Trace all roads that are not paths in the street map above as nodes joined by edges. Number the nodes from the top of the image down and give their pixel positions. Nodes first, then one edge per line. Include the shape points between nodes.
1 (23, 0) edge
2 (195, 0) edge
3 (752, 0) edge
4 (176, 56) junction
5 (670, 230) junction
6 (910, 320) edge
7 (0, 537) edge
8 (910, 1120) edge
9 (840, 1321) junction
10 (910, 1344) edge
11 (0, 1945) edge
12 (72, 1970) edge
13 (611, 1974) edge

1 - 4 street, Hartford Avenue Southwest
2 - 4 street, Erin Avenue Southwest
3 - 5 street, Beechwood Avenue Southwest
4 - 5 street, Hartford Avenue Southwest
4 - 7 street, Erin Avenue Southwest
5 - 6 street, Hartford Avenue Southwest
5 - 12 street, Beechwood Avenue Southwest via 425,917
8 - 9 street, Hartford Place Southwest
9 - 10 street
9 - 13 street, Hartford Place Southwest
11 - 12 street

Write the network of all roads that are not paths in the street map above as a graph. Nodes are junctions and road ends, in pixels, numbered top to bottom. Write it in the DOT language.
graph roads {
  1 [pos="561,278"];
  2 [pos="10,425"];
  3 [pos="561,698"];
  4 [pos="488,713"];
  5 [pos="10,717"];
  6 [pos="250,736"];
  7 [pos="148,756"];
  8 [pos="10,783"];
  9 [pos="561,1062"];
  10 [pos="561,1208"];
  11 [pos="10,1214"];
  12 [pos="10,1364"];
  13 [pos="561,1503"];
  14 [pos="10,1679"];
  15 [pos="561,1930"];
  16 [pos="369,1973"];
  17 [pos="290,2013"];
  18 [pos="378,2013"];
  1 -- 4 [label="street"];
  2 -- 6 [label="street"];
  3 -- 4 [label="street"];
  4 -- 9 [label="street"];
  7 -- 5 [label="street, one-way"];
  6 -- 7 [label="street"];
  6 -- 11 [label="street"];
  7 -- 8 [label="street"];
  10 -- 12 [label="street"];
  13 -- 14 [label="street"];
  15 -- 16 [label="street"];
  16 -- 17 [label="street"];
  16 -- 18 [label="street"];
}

» **What you are asked to do**
The complete listing is to be repeated word for word.

» **Response below**
Trace all roads that are not paths in the street map above as nodes joined by edges. Number the nodes from the top of the image down and give their pixel positions. Nodes first, then one edge per line. Include the shape points between nodes.
1 (23, 0) edge
2 (195, 0) edge
3 (752, 0) edge
4 (176, 56) junction
5 (670, 230) junction
6 (910, 320) edge
7 (0, 537) edge
8 (910, 1120) edge
9 (840, 1321) junction
10 (910, 1344) edge
11 (0, 1945) edge
12 (72, 1970) edge
13 (611, 1974) edge

1 - 4 street, Hartford Avenue Southwest
2 - 4 street, Erin Avenue Southwest
3 - 5 street, Beechwood Avenue Southwest
4 - 5 street, Hartford Avenue Southwest
4 - 7 street, Erin Avenue Southwest
5 - 6 street, Hartford Avenue Southwest
5 - 12 street, Beechwood Avenue Southwest via 425,917
8 - 9 street, Hartford Place Southwest
9 - 10 street
9 - 13 street, Hartford Place Southwest
11 - 12 street

Write the network of all roads that are not paths in the street map above as a graph. Nodes are junctions and road ends, in pixels, numbered top to bottom. Write it in the DOT language.
graph roads {
  1 [pos="561,278"];
  2 [pos="10,425"];
  3 [pos="561,698"];
  4 [pos="488,713"];
  5 [pos="10,717"];
  6 [pos="250,736"];
  7 [pos="148,756"];
  8 [pos="10,783"];
  9 [pos="561,1062"];
  10 [pos="561,1208"];
  11 [pos="10,1214"];
  12 [pos="10,1364"];
  13 [pos="561,1503"];
  14 [pos="10,1679"];
  15 [pos="561,1930"];
  16 [pos="369,1973"];
  17 [pos="290,2013"];
  18 [pos="378,2013"];
  1 -- 4 [label="street"];
  2 -- 6 [label="street"];
  3 -- 4 [label="street"];
  4 -- 9 [label="street"];
  7 -- 5 [label="street, one-way"];
  6 -- 7 [label="street"];
  6 -- 11 [label="street"];
  7 -- 8 [label="street"];
  10 -- 12 [label="street"];
  13 -- 14 [label="street"];
  15 -- 16 [label="street"];
  16 -- 17 [label="street"];
  16 -- 18 [label="street"];
}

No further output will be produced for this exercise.